J.P. Morgan Securities LLC has agreed to pay $153.6 million to settle SEC charges that it misled investors in a complex “built to fail” mortgage securities transaction just as the housing market was starting to plummet.

The mortgage security was a synthetic collateralized debt obligation (i.e., a CDO that held credit derivatives called default swaps on mortgage bonds or CDOs rather than the mortgage bonds or CDOs themselves). Synthetic CDOs enabled parties to make large, leveraged bets on mortgage-backed securities, which contributed to lower lending standards and fraud, and set the stage for the financial crisis of 2008.
The synthetic CDO in question, Squared CDO 2007-1, was composed of credit default swaps linked to other CDO securities, which were in turn linked to the U.S. residential housing market.

According to the SEC, marketing materials stated that an investment advisor with experience in analyzing CDO credit risk selected the CDO’s portfolio. That was misleading because J.P. Morgan failed to inform investors that a hedge fund, Magnetar Capital LLC, helped select the assets in the CDO portfolio, and that the hedge fund stood to make a profit if those assets defaulted.

In fact, when the deal closed in May 2007, Magnetar held a $600 million short position that dwarfed its $8.9 million long position, according to the SEC.

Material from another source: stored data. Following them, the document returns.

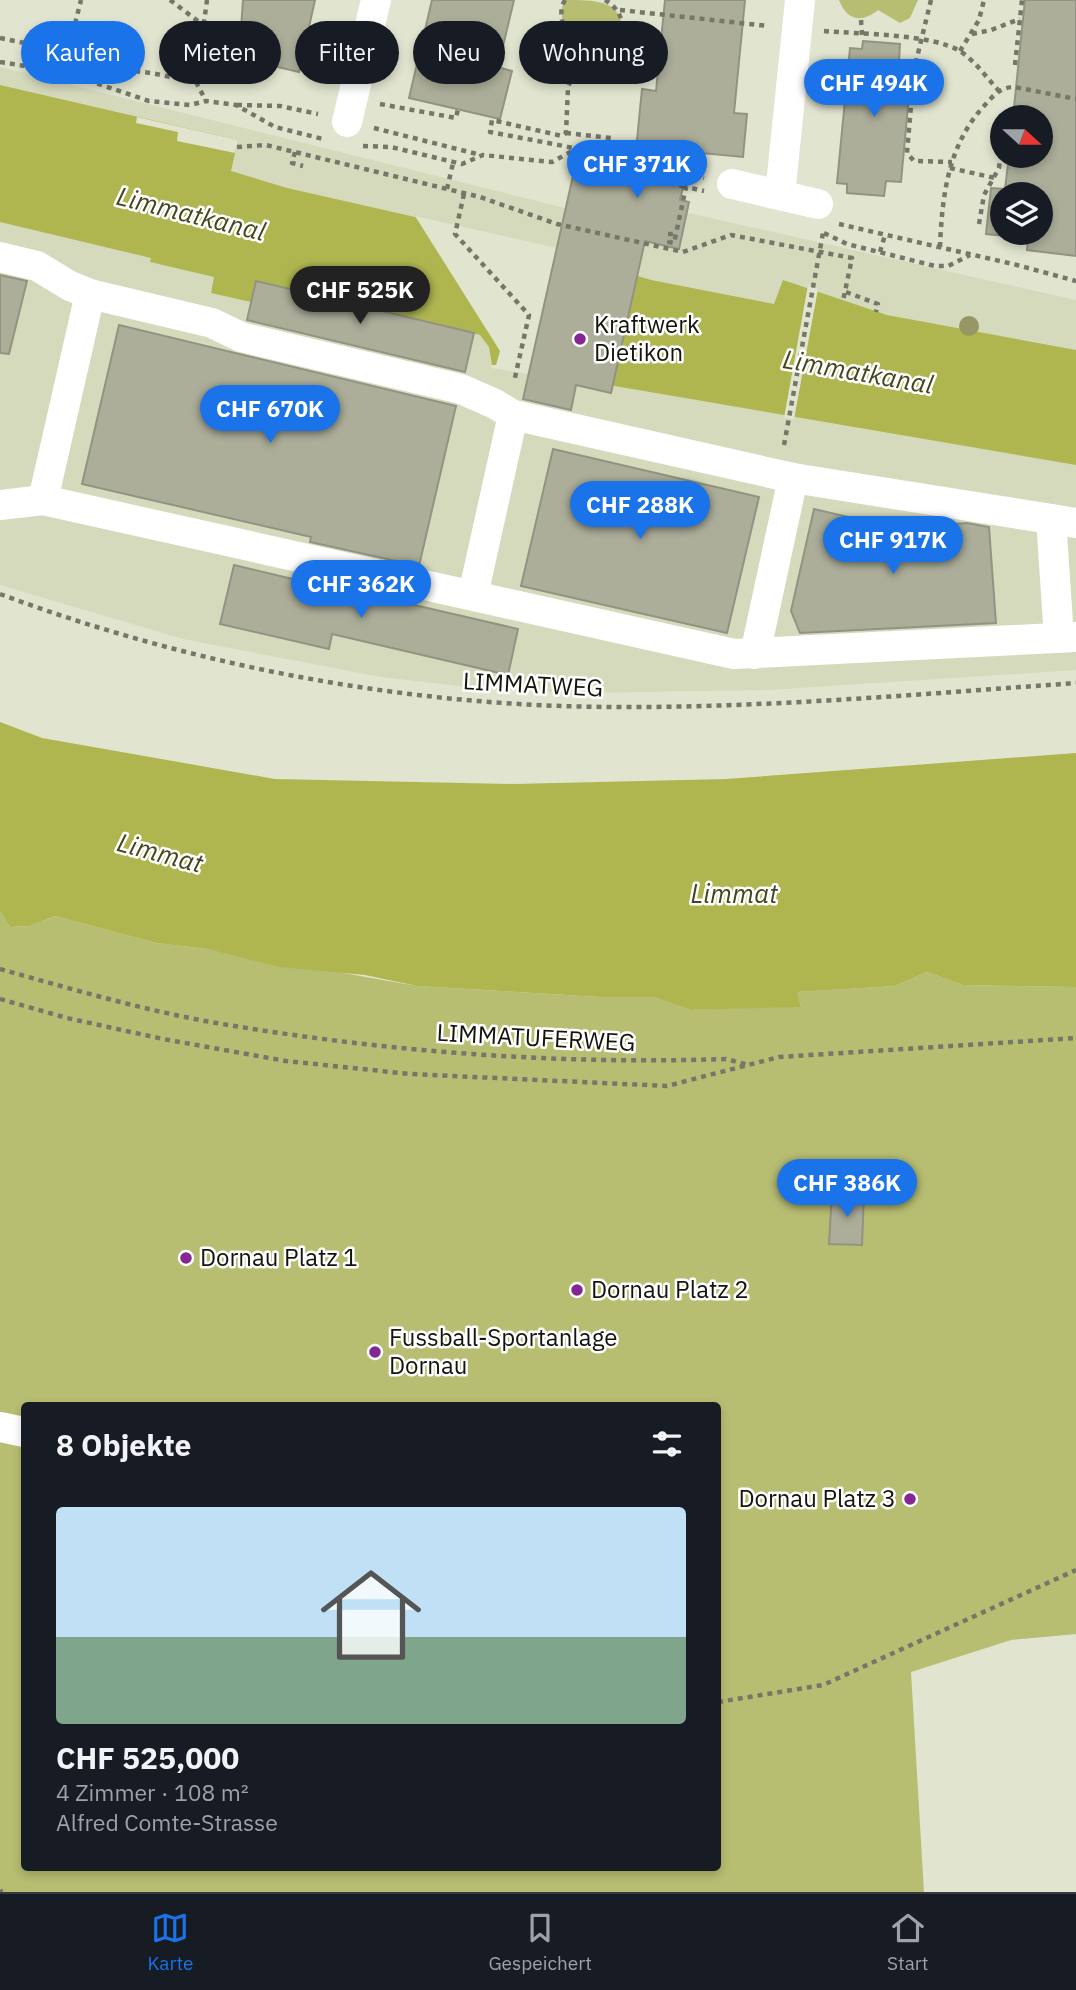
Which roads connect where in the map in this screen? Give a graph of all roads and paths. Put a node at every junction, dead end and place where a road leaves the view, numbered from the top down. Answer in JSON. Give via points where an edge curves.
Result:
{"nodes":[{"id":1,"x":81,"y":0,"type":"edge"},
{"id":2,"x":170,"y":0,"type":"edge"},
{"id":3,"x":207,"y":0,"type":"edge"},
{"id":4,"x":376,"y":0,"type":"edge"},
{"id":5,"x":565,"y":0,"type":"edge"},
{"id":6,"x":605,"y":0,"type":"edge"},
{"id":7,"x":800,"y":0,"type":"edge"},
{"id":8,"x":931,"y":0,"type":"edge"},
{"id":9,"x":984,"y":0,"type":"edge"},
{"id":10,"x":1022,"y":0,"type":"edge"},
{"id":11,"x":619,"y":10,"type":"junction"},
{"id":12,"x":1020,"y":19,"type":"junction"},
{"id":13,"x":861,"y":20,"type":"dead end"},
{"id":14,"x":76,"y":21,"type":"edge"},
{"id":15,"x":199,"y":21,"type":"edge"},
{"id":16,"x":204,"y":21,"type":"edge"},
{"id":17,"x":562,"y":21,"type":"edge"},
{"id":18,"x":621,"y":21,"type":"edge"},
{"id":19,"x":771,"y":26,"type":"dead end"},
{"id":20,"x":823,"y":31,"type":"dead end"},
{"id":21,"x":971,"y":34,"type":"junction"},
{"id":22,"x":862,"y":35,"type":"junction"},
{"id":23,"x":0,"y":38,"type":"edge"},
{"id":24,"x":921,"y":40,"type":"junction"},
{"id":25,"x":21,"y":43,"type":"edge"},
{"id":26,"x":960,"y":51,"type":"junction"},
{"id":27,"x":0,"y":62,"type":"edge"},
{"id":28,"x":21,"y":65,"type":"edge"},
{"id":29,"x":1015,"y":65,"type":"dead end"},
{"id":30,"x":99,"y":84,"type":"edge"},
{"id":31,"x":197,"y":84,"type":"edge"},
{"id":32,"x":570,"y":84,"type":"edge"},
{"id":33,"x":999,"y":91,"type":"junction"},
{"id":34,"x":1076,"y":99,"type":"edge"},
{"id":35,"x":206,"y":101,"type":"junction"},
{"id":36,"x":379,"y":104,"type":"dead end"},
{"id":37,"x":236,"y":105,"type":"junction"},
{"id":38,"x":297,"y":109,"type":"dead end"},
{"id":39,"x":458,"y":109,"type":"dead end"},
{"id":40,"x":566,"y":133,"type":"junction"},
{"id":41,"x":346,"y":136,"type":"junction"},
{"id":42,"x":237,"y":146,"type":"dead end"},
{"id":43,"x":574,"y":150,"type":"junction"},
{"id":44,"x":295,"y":152,"type":"junction"},
{"id":45,"x":483,"y":155,"type":"junction"},
{"id":46,"x":609,"y":157,"type":"junction"},
{"id":47,"x":453,"y":163,"type":"junction"},
{"id":48,"x":582,"y":163,"type":"dead end"},
{"id":49,"x":951,"y":165,"type":"junction"},
{"id":50,"x":303,"y":166,"type":"dead end"},
{"id":51,"x":999,"y":168,"type":"edge"},
{"id":52,"x":995,"y":178,"type":"junction"},
{"id":53,"x":687,"y":187,"type":"junction"},
{"id":54,"x":447,"y":189,"type":"junction"},
{"id":55,"x":697,"y":190,"type":"dead end"},
{"id":56,"x":724,"y":190,"type":"joint"},
{"id":57,"x":464,"y":194,"type":"junction"},
{"id":58,"x":780,"y":195,"type":"junction"},
{"id":59,"x":822,"y":222,"type":"junction"},
{"id":60,"x":979,"y":224,"type":"dead end"},
{"id":61,"x":668,"y":234,"type":"dead end"},
{"id":62,"x":885,"y":235,"type":"junction"},
{"id":63,"x":940,"y":247,"type":"junction"},
{"id":64,"x":819,"y":251,"type":"junction"},
{"id":65,"x":880,"y":252,"type":"junction"},
{"id":66,"x":971,"y":254,"type":"junction"},
{"id":67,"x":0,"y":257,"type":"edge"},
{"id":68,"x":1076,"y":281,"type":"edge"},
{"id":69,"x":846,"y":292,"type":"junction"},
{"id":70,"x":90,"y":294,"type":"junction"},
{"id":71,"x":843,"y":301,"type":"dead end"},
{"id":72,"x":876,"y":312,"type":"dead end"},
{"id":73,"x":510,"y":413,"type":"junction"},
{"id":74,"x":787,"y":430,"type":"dead end"},
{"id":75,"x":793,"y":478,"type":"junction"},
{"id":76,"x":43,"y":500,"type":"junction"},
{"id":77,"x":0,"y":505,"type":"edge"},
{"id":78,"x":1063,"y":521,"type":"edge"},
{"id":79,"x":0,"y":594,"type":"edge"},
{"id":80,"x":473,"y":595,"type":"junction"},
{"id":81,"x":1068,"y":637,"type":"edge"},
{"id":82,"x":755,"y":654,"type":"junction"},
{"id":83,"x":1076,"y":683,"type":"edge"},
{"id":84,"x":0,"y":969,"type":"edge"},
{"id":85,"x":0,"y":999,"type":"edge"},
{"id":86,"x":1076,"y":1038,"type":"edge"},
{"id":87,"x":750,"y":1065,"type":"junction"},
{"id":88,"x":0,"y":1427,"type":"edge"},
{"id":89,"x":21,"y":1431,"type":"edge"},
{"id":90,"x":1076,"y":1570,"type":"edge"},
{"id":91,"x":721,"y":1702,"type":"edge"}],
"edges":[{"from":1,"to":14,"type":"path"},
{"from":2,"to":15,"type":"path"},
{"from":3,"to":16,"type":"path"},
{"from":4,"to":41,"type":"street"},
{"from":5,"to":17,"type":"path"},
{"from":6,"to":11,"type":"path"},
{"from":7,"to":58,"type":"street"},
{"from":8,"to":24,"type":"path"},
{"from":9,"to":21,"type":"path"},
{"from":10,"to":12,"type":"path"},
{"from":11,"to":18,"type":"path"},
{"from":11,"to":19,"type":"path"},
{"from":12,"to":21,"type":"path"},
{"from":12,"to":29,"type":"path"},
{"from":13,"to":22,"type":"path"},
{"from":20,"to":22,"type":"path"},
{"from":21,"to":26,"type":"path"},
{"from":22,"to":24,"type":"path"},
{"from":23,"to":25,"type":"path"},
{"from":24,"to":26,"type":"path"},
{"from":24,"to":49,"type":"path","via":[[914,70],[908,156],[914,162]]},
{"from":26,"to":33,"type":"path"},
{"from":27,"to":28,"type":"path"},
{"from":30,"to":35,"type":"path","via":[[149,101],[194,105]]},
{"from":31,"to":35,"type":"path"},
{"from":32,"to":40,"type":"path"},
{"from":33,"to":34,"type":"path","via":[[1014,87]]},
{"from":33,"to":49,"type":"path","via":[[966,128]]},
{"from":35,"to":37,"type":"path"},
{"from":36,"to":39,"type":"path","via":[[456,118]]},
{"from":37,"to":38,"type":"path"},
{"from":37,"to":41,"type":"path","via":[[275,127]]},
{"from":40,"to":43,"type":"path","via":[[562,136],[492,120],[489,132]]},
{"from":40,"to":46,"type":"path","via":[[611,138]]},
{"from":41,"to":45,"type":"path"},
{"from":41,"to":47,"type":"path"},
{"from":42,"to":44,"type":"path","via":[[263,144]]},
{"from":43,"to":45,"type":"path","via":[[546,163]]},
{"from":43,"to":46,"type":"path"},
{"from":44,"to":50,"type":"path","via":[[292,163]]},
{"from":44,"to":54,"type":"path"},
{"from":45,"to":47,"type":"path","via":[[466,164]]},
{"from":46,"to":56,"type":"path","via":[[707,179],[705,191]]},
{"from":47,"to":54,"type":"path"},
{"from":48,"to":53,"type":"path"},
{"from":49,"to":52,"type":"path"},
{"from":49,"to":63,"type":"path","via":[[942,198]]},
{"from":51,"to":52,"type":"path"},
{"from":52,"to":60,"type":"path","via":[[985,195]]},
{"from":53,"to":55,"type":"path"},
{"from":53,"to":61,"type":"path","via":[[674,243],[669,242]]},
{"from":54,"to":57,"type":"path"},
{"from":56,"to":58,"type":"street"},
{"from":57,"to":64,"type":"path","via":[[557,224],[683,252],[731,235]]},
{"from":57,"to":73,"type":"path","via":[[455,234],[529,315]]},
{"from":58,"to":59,"type":"street"},
{"from":59,"to":62,"type":"path"},
{"from":59,"to":64,"type":"path"},
{"from":59,"to":65,"type":"path","via":[[846,244]]},
{"from":62,"to":63,"type":"path"},
{"from":62,"to":65,"type":"path"},
{"from":63,"to":66,"type":"path"},
{"from":64,"to":69,"type":"path","via":[[852,258]]},
{"from":64,"to":74,"type":"path"},
{"from":65,"to":66,"type":"path","via":[[940,267]]},
{"from":66,"to":68,"type":"path"},
{"from":67,"to":70,"type":"street","via":[[37,266]]},
{"from":69,"to":71,"type":"path"},
{"from":69,"to":72,"type":"path","via":[[878,304]]},
{"from":70,"to":73,"type":"street","via":[[212,323],[241,338],[461,389]]},
{"from":70,"to":76,"type":"street"},
{"from":73,"to":75,"type":"street"},
{"from":73,"to":80,"type":"street"},
{"from":75,"to":78,"type":"street"},
{"from":75,"to":82,"type":"street"},
{"from":76,"to":77,"type":"street"},
{"from":76,"to":80,"type":"street"},
{"from":78,"to":81,"type":"street"},
{"from":79,"to":83,"type":"path","name":"LIMMATWEG","via":[[89,624],[237,663],[369,688],[457,698],[610,707],[745,706]]},
{"from":80,"to":82,"type":"street","via":[[722,652]]},
{"from":81,"to":82,"type":"street"},
{"from":84,"to":87,"type":"path","name":"LIMMATUFERWEG","via":[[203,1020],[321,1038],[432,1052],[550,1059],[726,1059]]},
{"from":85,"to":87,"type":"path","via":[[163,1039],[286,1061],[410,1074],[667,1086]]},
{"from":86,"to":87,"type":"path","name":"LIMMATUFERWEG","via":[[779,1057]]},
{"from":88,"to":89,"type":"street"},
{"from":90,"to":91,"type":"path","via":[[823,1685]]}]}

“J.P Morgan marketed highly-complex CDO investments to investors with promises that the mortgage assets underlying the CDO would be selected by an independent manager looking out for investor interests,” Robert Khuzami, Director of the Division of Enforcement, was quoted as saying, adding: “What J.P. Morgan failed to tell investors was that a prominent hedge fund that would financially profit from the failure of CDO portfolio assets heavily influenced the CDO portfolio selection. With today’s settlement, harmed investors receive a full return of the losses they suffered.”

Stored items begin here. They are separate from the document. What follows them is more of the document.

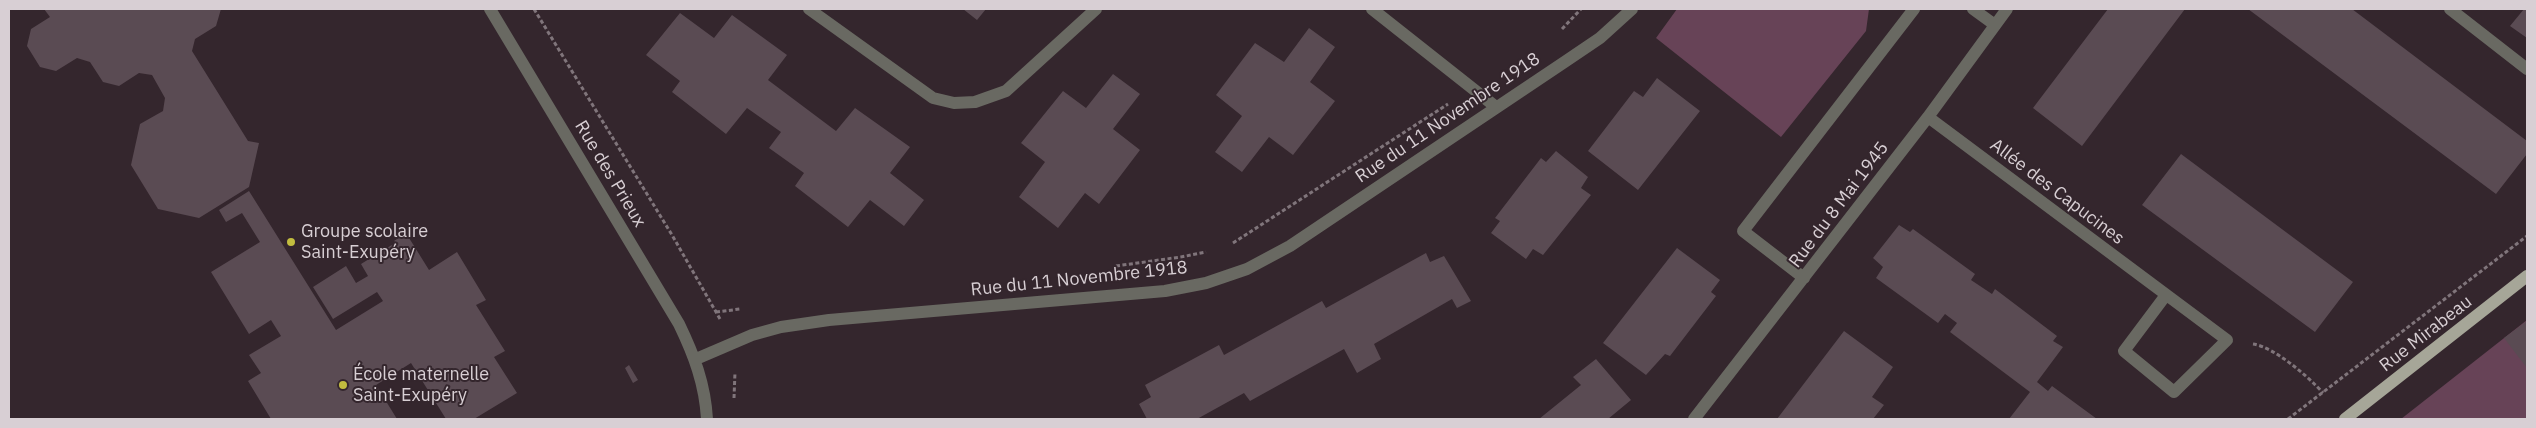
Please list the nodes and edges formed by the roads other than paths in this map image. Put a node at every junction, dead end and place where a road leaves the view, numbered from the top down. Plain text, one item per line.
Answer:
1 (490, 9) edge
2 (809, 9) edge
3 (1096, 9) edge
4 (1372, 9) edge
5 (1632, 9) edge
6 (1914, 9) edge
7 (1973, 9) edge
8 (2007, 9) edge
9 (2450, 9) edge
10 (1995, 25) junction
11 (2527, 70) edge
12 (1496, 107) junction
13 (1928, 117) junction
14 (2527, 276) edge
15 (1804, 278) junction
16 (2166, 295) junction
17 (696, 359) junction
18 (707, 419) edge
19 (1694, 419) edge
20 (2345, 419) edge

1 - 17 street, Rue des Prieux
2 - 3 street
4 - 12 street
5 - 12 street, Rue du 11 Novembre 1918
6 - 15 street
7 - 10 street
8 - 10 street, Rue du 8 Mai 1945
9 - 11 street
10 - 13 street, Rue du 8 Mai 1945
12 - 17 street, Rue du 11 Novembre 1918
13 - 15 street, Rue du 8 Mai 1945
13 - 16 street, Allée des Capucines
14 - 20 main road, Rue Mirabeau
15 - 19 street, Rue du 8 Mai 1945
16 - 16 street, Allée des Capucines
17 - 18 street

The SEC is also scrutinizing another $1.5 billion CDO deal marketed by Merrill Lynch known as Norma, in which Magnetar helped select the assets. The news is apparently “sending chills” through other banks that put together deals with Magnetar, such as Citigroup, UBS, Wachovia (now Wells Fargo) and Deutsche Bank, according to John Carney of CNBC (“Who Else Did Magnetar Deals?”).

Last year, Goldman Sachs agreed to pay a record $550 million and admitted to making a “mistake” in its disclosures about a subprime-linked CDO.

Page Perry is an Atlanta-based law firm represents investors in subprime-related litigation and arbitration. While past results are not indicative of future success, Page Perry’s attorneys have recovered over $1,000,000 for clients on more than 45 occasions. Page Perry’s attorneys have extensive experience in representing investors in CDO matters. For further information, please contact us.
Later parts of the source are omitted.